Sustained Ikk Beta Phosphorylation And Nf-Kappa B Activation By Superoxide-Induced Peroxynitrite-Mediated Nitrotyrosine Modification Of B56 Gamma 3 And Pp2a Inactivation

Apart from its physiological role in inflammation and immunity, the nuclear factor-kappa B (NF-kappa B) protein complex has been implicated in tumorigenesis and its progression. Here, we provide evidence that a pro-oxidant milieu is an upstream effector of oncogenic NF-kappa B signaling.
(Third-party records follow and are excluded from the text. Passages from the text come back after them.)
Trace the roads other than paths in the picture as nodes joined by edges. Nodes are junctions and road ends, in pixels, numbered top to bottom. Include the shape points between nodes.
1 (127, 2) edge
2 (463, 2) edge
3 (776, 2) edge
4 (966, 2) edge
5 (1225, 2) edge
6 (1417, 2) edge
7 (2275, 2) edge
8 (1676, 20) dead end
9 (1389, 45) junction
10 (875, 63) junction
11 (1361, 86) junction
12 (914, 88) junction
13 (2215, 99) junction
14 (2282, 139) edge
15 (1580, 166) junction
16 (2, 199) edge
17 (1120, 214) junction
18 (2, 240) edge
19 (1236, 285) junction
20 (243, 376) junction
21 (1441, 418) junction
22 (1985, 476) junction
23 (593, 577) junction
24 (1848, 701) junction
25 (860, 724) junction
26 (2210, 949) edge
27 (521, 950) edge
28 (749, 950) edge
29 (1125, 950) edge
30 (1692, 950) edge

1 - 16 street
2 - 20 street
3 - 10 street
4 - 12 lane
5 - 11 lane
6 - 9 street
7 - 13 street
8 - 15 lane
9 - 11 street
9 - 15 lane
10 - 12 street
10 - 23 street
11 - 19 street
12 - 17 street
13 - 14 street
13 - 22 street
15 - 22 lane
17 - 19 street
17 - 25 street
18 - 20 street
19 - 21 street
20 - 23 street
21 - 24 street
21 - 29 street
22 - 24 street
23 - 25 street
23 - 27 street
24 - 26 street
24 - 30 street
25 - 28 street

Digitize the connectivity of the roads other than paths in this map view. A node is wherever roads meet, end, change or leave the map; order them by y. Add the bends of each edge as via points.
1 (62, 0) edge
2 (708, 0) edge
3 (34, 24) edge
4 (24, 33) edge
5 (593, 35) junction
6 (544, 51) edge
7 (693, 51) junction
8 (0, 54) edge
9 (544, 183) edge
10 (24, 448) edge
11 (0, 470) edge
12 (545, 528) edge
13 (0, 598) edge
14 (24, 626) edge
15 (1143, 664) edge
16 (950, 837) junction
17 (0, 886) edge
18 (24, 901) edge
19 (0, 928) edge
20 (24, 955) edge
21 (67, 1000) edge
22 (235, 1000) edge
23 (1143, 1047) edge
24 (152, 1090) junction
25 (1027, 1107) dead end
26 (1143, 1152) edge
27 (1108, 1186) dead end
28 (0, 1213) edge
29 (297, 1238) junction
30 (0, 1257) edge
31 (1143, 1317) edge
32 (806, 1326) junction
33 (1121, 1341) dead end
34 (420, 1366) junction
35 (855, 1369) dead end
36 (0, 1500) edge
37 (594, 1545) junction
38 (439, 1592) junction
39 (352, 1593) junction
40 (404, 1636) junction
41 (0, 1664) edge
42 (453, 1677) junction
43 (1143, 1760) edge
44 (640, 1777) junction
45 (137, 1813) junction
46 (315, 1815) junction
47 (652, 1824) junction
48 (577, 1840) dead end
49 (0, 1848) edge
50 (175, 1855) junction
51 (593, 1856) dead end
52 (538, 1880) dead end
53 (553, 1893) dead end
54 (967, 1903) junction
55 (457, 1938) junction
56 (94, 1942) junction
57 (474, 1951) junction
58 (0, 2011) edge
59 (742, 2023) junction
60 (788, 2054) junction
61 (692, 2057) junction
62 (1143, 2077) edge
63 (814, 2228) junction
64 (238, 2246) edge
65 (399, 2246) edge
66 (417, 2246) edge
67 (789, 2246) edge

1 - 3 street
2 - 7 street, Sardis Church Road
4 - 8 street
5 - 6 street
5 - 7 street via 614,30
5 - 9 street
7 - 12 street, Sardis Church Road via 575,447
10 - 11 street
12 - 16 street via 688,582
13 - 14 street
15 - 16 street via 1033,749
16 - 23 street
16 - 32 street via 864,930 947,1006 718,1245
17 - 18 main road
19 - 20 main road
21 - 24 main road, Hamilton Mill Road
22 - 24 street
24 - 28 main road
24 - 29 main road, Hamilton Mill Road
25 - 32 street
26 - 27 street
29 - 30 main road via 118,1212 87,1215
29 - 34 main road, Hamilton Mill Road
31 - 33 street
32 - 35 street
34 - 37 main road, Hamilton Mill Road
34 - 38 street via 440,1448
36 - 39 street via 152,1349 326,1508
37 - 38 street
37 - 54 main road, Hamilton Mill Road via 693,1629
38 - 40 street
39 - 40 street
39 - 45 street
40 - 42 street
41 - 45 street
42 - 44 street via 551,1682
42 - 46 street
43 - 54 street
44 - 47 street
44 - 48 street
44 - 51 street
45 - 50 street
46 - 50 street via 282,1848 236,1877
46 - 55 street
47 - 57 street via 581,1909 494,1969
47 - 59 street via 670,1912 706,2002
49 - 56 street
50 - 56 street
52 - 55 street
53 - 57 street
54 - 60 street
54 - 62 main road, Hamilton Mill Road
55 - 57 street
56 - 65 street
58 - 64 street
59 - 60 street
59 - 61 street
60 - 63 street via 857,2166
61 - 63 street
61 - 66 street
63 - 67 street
Through pharmacological or genetic inhibition of SOD1, we show that elevated intracellular superoxide (O-2(center dot-)) mediates sustained IKK phosphorylation, and induces downstream degradation of I kappa B alpha, leading to the nuclear localization and transcriptional activation of NF-kappa B. Mechanistically, we show that such sustained NF-kappa B signaling is a function of protein phosphatase 2A (PP2A) inactivation brought about by the nitrative modification of its substrate-binding sub-unit B56 gamma. Importantly, the pro-oxidant driven NF-kappa B activation enhances the migratory and invasive potential of cancer cells. In summary, our work highlights the critical involvement of O(2)(center dot-)dependent peroxynitrite production in inhibiting PP2A-mediated dephosphorylation of IKK, thereby facilitating cancers to acquire an invasive phenotype. Given that NF-kappa B is a key player of chronic inflammation and carcinogenesis, our work unravels a novel synergistic node involving O(2)(center dot-)driven redox milieu and deregulated PP2A as a potential therapeutic target.